BEGIN Input material

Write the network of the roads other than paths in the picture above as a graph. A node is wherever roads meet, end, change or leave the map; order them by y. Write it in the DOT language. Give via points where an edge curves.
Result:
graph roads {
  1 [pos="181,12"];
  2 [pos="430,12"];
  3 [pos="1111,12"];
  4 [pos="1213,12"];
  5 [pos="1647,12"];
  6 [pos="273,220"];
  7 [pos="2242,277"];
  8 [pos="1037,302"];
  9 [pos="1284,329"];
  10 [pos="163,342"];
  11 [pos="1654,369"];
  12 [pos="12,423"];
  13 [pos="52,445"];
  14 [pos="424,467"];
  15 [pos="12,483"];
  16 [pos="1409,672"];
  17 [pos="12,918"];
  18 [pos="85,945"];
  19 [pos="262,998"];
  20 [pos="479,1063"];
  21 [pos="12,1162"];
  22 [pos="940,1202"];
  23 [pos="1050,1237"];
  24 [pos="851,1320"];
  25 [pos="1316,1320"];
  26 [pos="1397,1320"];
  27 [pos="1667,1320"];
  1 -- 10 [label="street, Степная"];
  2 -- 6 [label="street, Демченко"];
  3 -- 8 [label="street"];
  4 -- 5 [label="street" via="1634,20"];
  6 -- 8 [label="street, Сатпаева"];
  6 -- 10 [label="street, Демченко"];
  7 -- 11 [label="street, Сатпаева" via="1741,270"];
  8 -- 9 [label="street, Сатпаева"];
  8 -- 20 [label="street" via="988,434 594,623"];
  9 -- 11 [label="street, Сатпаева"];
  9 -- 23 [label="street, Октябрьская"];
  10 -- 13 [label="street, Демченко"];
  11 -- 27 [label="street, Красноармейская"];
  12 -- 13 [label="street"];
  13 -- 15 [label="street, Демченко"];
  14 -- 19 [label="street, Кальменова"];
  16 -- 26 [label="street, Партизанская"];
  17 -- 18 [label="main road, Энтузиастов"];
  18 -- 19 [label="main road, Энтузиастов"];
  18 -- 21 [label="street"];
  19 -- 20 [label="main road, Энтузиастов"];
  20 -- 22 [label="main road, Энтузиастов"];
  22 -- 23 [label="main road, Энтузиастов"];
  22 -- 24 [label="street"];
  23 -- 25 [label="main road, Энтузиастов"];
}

END Input material

Exercise aim
Repeat the whole listing exactly, line for line.

Response box
Write the network of the roads other than paths in the picture above as a graph. A node is wherever roads meet, end, change or leave the map; order them by y. Write it in the DOT language. Give via points where an edge curves.
Result:
graph roads {
  1 [pos="181,12"];
  2 [pos="430,12"];
  3 [pos="1111,12"];
  4 [pos="1213,12"];
  5 [pos="1647,12"];
  6 [pos="273,220"];
  7 [pos="2242,277"];
  8 [pos="1037,302"];
  9 [pos="1284,329"];
  10 [pos="163,342"];
  11 [pos="1654,369"];
  12 [pos="12,423"];
  13 [pos="52,445"];
  14 [pos="424,467"];
  15 [pos="12,483"];
  16 [pos="1409,672"];
  17 [pos="12,918"];
  18 [pos="85,945"];
  19 [pos="262,998"];
  20 [pos="479,1063"];
  21 [pos="12,1162"];
  22 [pos="940,1202"];
  23 [pos="1050,1237"];
  24 [pos="851,1320"];
  25 [pos="1316,1320"];
  26 [pos="1397,1320"];
  27 [pos="1667,1320"];
  1 -- 10 [label="street, Степная"];
  2 -- 6 [label="street, Демченко"];
  3 -- 8 [label="street"];
  4 -- 5 [label="street" via="1634,20"];
  6 -- 8 [label="street, Сатпаева"];
  6 -- 10 [label="street, Демченко"];
  7 -- 11 [label="street, Сатпаева" via="1741,270"];
  8 -- 9 [label="street, Сатпаева"];
  8 -- 20 [label="street" via="988,434 594,623"];
  9 -- 11 [label="street, Сатпаева"];
  9 -- 23 [label="street, Октябрьская"];
  10 -- 13 [label="street, Демченко"];
  11 -- 27 [label="street, Красноармейская"];
  12 -- 13 [label="street"];
  13 -- 15 [label="street, Демченко"];
  14 -- 19 [label="street, Кальменова"];
  16 -- 26 [label="street, Партизанская"];
  17 -- 18 [label="main road, Энтузиастов"];
  18 -- 19 [label="main road, Энтузиастов"];
  18 -- 21 [label="street"];
  19 -- 20 [label="main road, Энтузиастов"];
  20 -- 22 [label="main road, Энтузиастов"];
  22 -- 23 [label="main road, Энтузиастов"];
  22 -- 24 [label="street"];
  23 -- 25 [label="main road, Энтузиастов"];
}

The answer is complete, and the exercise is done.